### Aim of the task
For this exercise, write each entry below out precisely and omit the pictures.

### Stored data
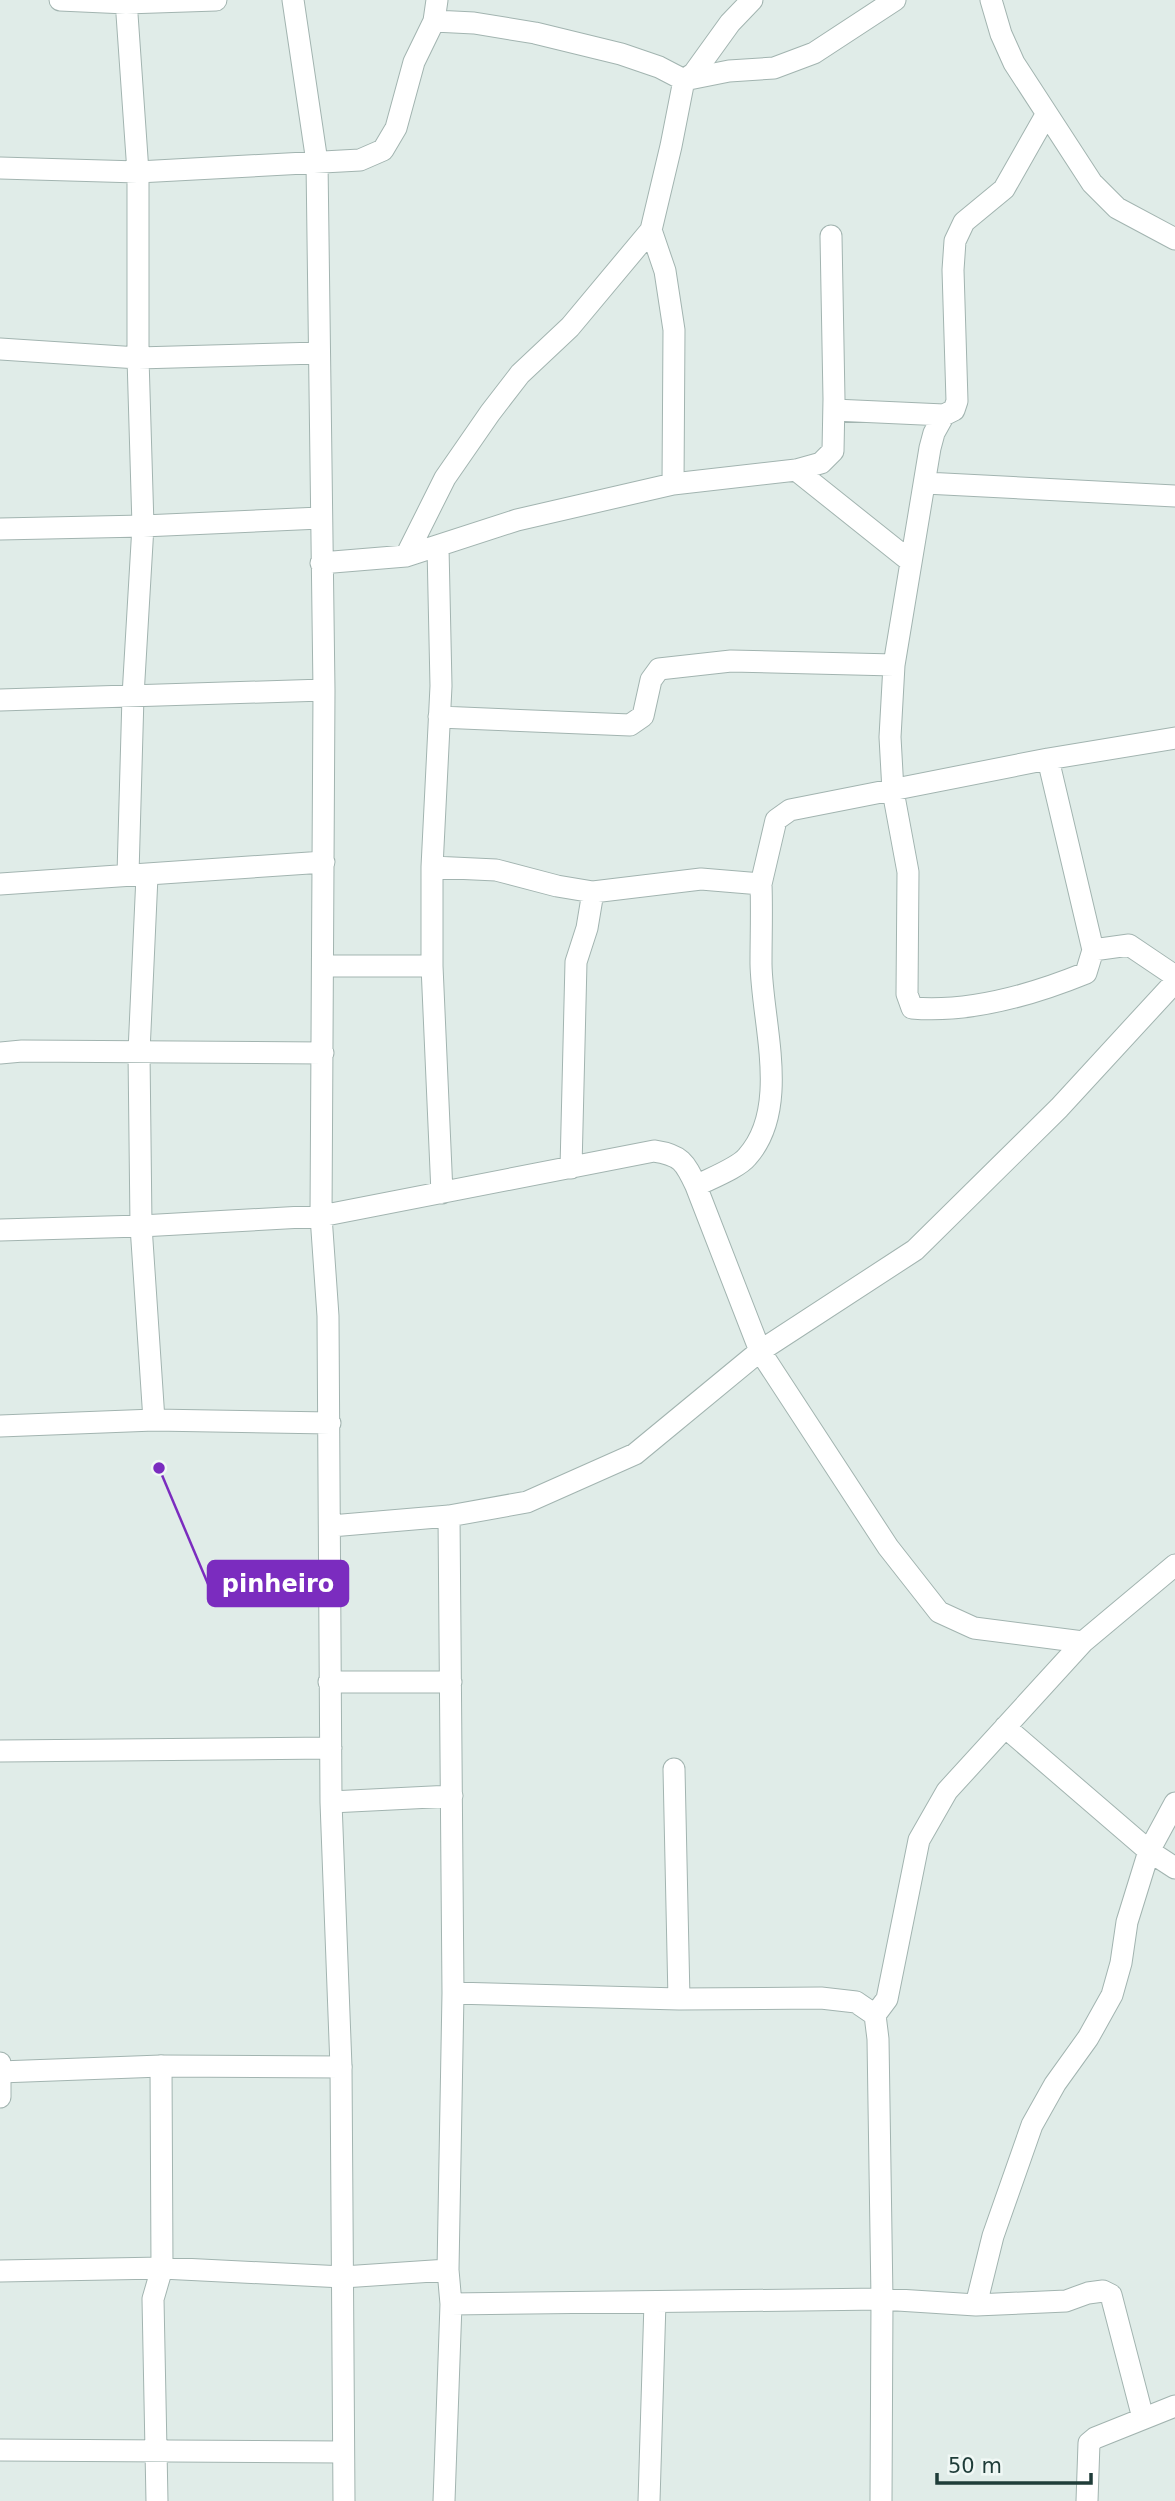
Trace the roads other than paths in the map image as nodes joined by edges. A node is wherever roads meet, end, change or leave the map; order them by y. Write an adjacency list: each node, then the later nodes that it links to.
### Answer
1 (60, 0): 7 (street)
2 (216, 0): 7 (street)
3 (293, 0): 11 (street)
4 (752, 0): 9 (street)
5 (895, 0): 9 (street)
6 (991, 0): 10 (street)
7 (126, 1): 13 (street)
8 (435, 10): 9 (street); 11 (street)
9 (684, 80): 14 (street)
10 (1046, 115): 16 (street); 21 (street)
11 (317, 162): 13 (street); 18 (street)
12 (0, 168): 13 (street)
13 (138, 172): 19 (street)
14 (651, 230): 23 (street); 30 (street)
15 (831, 236): 20 (street)
16 (1175, 239)
17 (0, 349): 19 (street)
18 (319, 353): 19 (street); 26 (street)
19 (138, 358): 27 (street)
20 (834, 410): 21 (street); 22 (street)
21 (944, 415): 24 (street)
22 (796, 470): 23 (street); 31 (street)
23 (673, 484): 29 (street)
24 (925, 484): 25 (street); 31 (street)
25 (1175, 496)
26 (320, 518): 27 (street); 32 (street)
27 (143, 526): 28 (street); 35 (street)
28 (0, 529)
29 (438, 547): 30 (street); 37 (street)
30 (406, 556): 32 (street)
31 (910, 561): 33 (street)
32 (321, 563): 34 (street)
33 (894, 665): 37 (street); 40 (street)
34 (324, 690): 35 (street); 41 (street)
35 (133, 696): 36 (street); 43 (street)
36 (0, 700)
37 (439, 717): 42 (street)
38 (1175, 738): 39 (street)
39 (1048, 759): 40 (street); 47 (street)
40 (893, 791): 45 (street); 47 (street)
41 (324, 862): 43 (street); 48 (street)
42 (432, 867): 46 (street); 49 (street)
43 (138, 875): 44 (street); 52 (street)
44 (0, 884)
45 (761, 884): 46 (street); 56 (street)
46 (593, 892): 55 (street)
47 (1093, 950): 50 (street)
48 (324, 966): 49 (street); 54 (street)
49 (432, 966): 57 (street)
50 (1175, 976)
51 (1175, 982): 61 (street)
52 (139, 1052): 53 (street); 54 (street); 59 (street)
53 (0, 1053)
54 (323, 1053): 58 (street)
55 (570, 1168): 56 (street); 57 (street)
56 (696, 1186): 61 (street)
57 (442, 1193): 58 (street)
58 (321, 1216): 59 (street); 63 (street)
59 (141, 1226): 60 (street); 62 (street)
60 (0, 1230)
61 (760, 1351): 65 (street); 68 (street)
62 (155, 1420): 63 (street); 64 (street)
63 (330, 1423): 66 (street)
64 (0, 1426)
65 (449, 1516): 66 (street); 70 (street)
66 (331, 1526): 69 (street)
67 (1175, 1565): 68 (street)
68 (1083, 1642): 71 (street)
69 (329, 1682): 70 (street); 72 (street)
70 (451, 1682): 75 (street)
71 (1005, 1727): 78 (street); 82 (street)
72 (331, 1748): 73 (street); 76 (street)
73 (0, 1751)
74 (674, 1769): 81 (street)
75 (452, 1796): 76 (street); 80 (street)
76 (331, 1802): 85 (street)
77 (1175, 1803): 78 (street)
78 (1149, 1852): 79 (street); 95 (street)
79 (1175, 1868)
80 (453, 1993): 81 (street); 89 (street)
81 (679, 1999): 82 (street)
82 (875, 2015): 92 (street)
83 (0, 2063): 86 (street)
84 (161, 2066): 85 (street); 86 (street); 88 (street)
85 (341, 2067): 91 (street)
86 (0, 2072): 87 (street)
87 (0, 2097)
88 (162, 2268): 90 (street); 91 (street); 99 (street)
89 (448, 2270): 91 (street); 94 (street)
90 (0, 2271)
91 (343, 2277): 100 (street)
92 (882, 2299): 93 (street); 95 (street); 105 (street)
93 (655, 2302): 94 (street); 104 (street)
94 (451, 2304): 103 (street)
95 (976, 2305): 97 (street)
96 (1175, 2406): 97 (street)
97 (1143, 2418): 106 (street)
98 (0, 2450): 99 (street)
99 (156, 2452): 100 (street); 101 (street)
100 (343, 2452): 102 (street)
101 (157, 2501)
102 (344, 2501)
103 (444, 2501)
104 (649, 2501)
105 (881, 2501)
106 (1087, 2501)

### Solution to this exercise
Trace the roads other than paths in the map image as nodes joined by edges. A node is wherever roads meet, end, change or leave the map; order them by y. Write an adjacency list: each node, then the later nodes that it links to.
### Answer
1 (60, 0): 7 (street)
2 (216, 0): 7 (street)
3 (293, 0): 11 (street)
4 (752, 0): 9 (street)
5 (895, 0): 9 (street)
6 (991, 0): 10 (street)
7 (126, 1): 13 (street)
8 (435, 10): 9 (street); 11 (street)
9 (684, 80): 14 (street)
10 (1046, 115): 16 (street); 21 (street)
11 (317, 162): 13 (street); 18 (street)
12 (0, 168): 13 (street)
13 (138, 172): 19 (street)
14 (651, 230): 23 (street); 30 (street)
15 (831, 236): 20 (street)
16 (1175, 239)
17 (0, 349): 19 (street)
18 (319, 353): 19 (street); 26 (street)
19 (138, 358): 27 (street)
20 (834, 410): 21 (street); 22 (street)
21 (944, 415): 24 (street)
22 (796, 470): 23 (street); 31 (street)
23 (673, 484): 29 (street)
24 (925, 484): 25 (street); 31 (street)
25 (1175, 496)
26 (320, 518): 27 (street); 32 (street)
27 (143, 526): 28 (street); 35 (street)
28 (0, 529)
29 (438, 547): 30 (street); 37 (street)
30 (406, 556): 32 (street)
31 (910, 561): 33 (street)
32 (321, 563): 34 (street)
33 (894, 665): 37 (street); 40 (street)
34 (324, 690): 35 (street); 41 (street)
35 (133, 696): 36 (street); 43 (street)
36 (0, 700)
37 (439, 717): 42 (street)
38 (1175, 738): 39 (street)
39 (1048, 759): 40 (street); 47 (street)
40 (893, 791): 45 (street); 47 (street)
41 (324, 862): 43 (street); 48 (street)
42 (432, 867): 46 (street); 49 (street)
43 (138, 875): 44 (street); 52 (street)
44 (0, 884)
45 (761, 884): 46 (street); 56 (street)
46 (593, 892): 55 (street)
47 (1093, 950): 50 (street)
48 (324, 966): 49 (street); 54 (street)
49 (432, 966): 57 (street)
50 (1175, 976)
51 (1175, 982): 61 (street)
52 (139, 1052): 53 (street); 54 (street); 59 (street)
53 (0, 1053)
54 (323, 1053): 58 (street)
55 (570, 1168): 56 (street); 57 (street)
56 (696, 1186): 61 (street)
57 (442, 1193): 58 (street)
58 (321, 1216): 59 (street); 63 (street)
59 (141, 1226): 60 (street); 62 (street)
60 (0, 1230)
61 (760, 1351): 65 (street); 68 (street)
62 (155, 1420): 63 (street); 64 (street)
63 (330, 1423): 66 (street)
64 (0, 1426)
65 (449, 1516): 66 (street); 70 (street)
66 (331, 1526): 69 (street)
67 (1175, 1565): 68 (street)
68 (1083, 1642): 71 (street)
69 (329, 1682): 70 (street); 72 (street)
70 (451, 1682): 75 (street)
71 (1005, 1727): 78 (street); 82 (street)
72 (331, 1748): 73 (street); 76 (street)
73 (0, 1751)
74 (674, 1769): 81 (street)
75 (452, 1796): 76 (street); 80 (street)
76 (331, 1802): 85 (street)
77 (1175, 1803): 78 (street)
78 (1149, 1852): 79 (street); 95 (street)
79 (1175, 1868)
80 (453, 1993): 81 (street); 89 (street)
81 (679, 1999): 82 (street)
82 (875, 2015): 92 (street)
83 (0, 2063): 86 (street)
84 (161, 2066): 85 (street); 86 (street); 88 (street)
85 (341, 2067): 91 (street)
86 (0, 2072): 87 (street)
87 (0, 2097)
88 (162, 2268): 90 (street); 91 (street); 99 (street)
89 (448, 2270): 91 (street); 94 (street)
90 (0, 2271)
91 (343, 2277): 100 (street)
92 (882, 2299): 93 (street); 95 (street); 105 (street)
93 (655, 2302): 94 (street); 104 (street)
94 (451, 2304): 103 (street)
95 (976, 2305): 97 (street)
96 (1175, 2406): 97 (street)
97 (1143, 2418): 106 (street)
98 (0, 2450): 99 (street)
99 (156, 2452): 100 (street); 101 (street)
100 (343, 2452): 102 (street)
101 (157, 2501)
102 (344, 2501)
103 (444, 2501)
104 (649, 2501)
105 (881, 2501)
106 (1087, 2501)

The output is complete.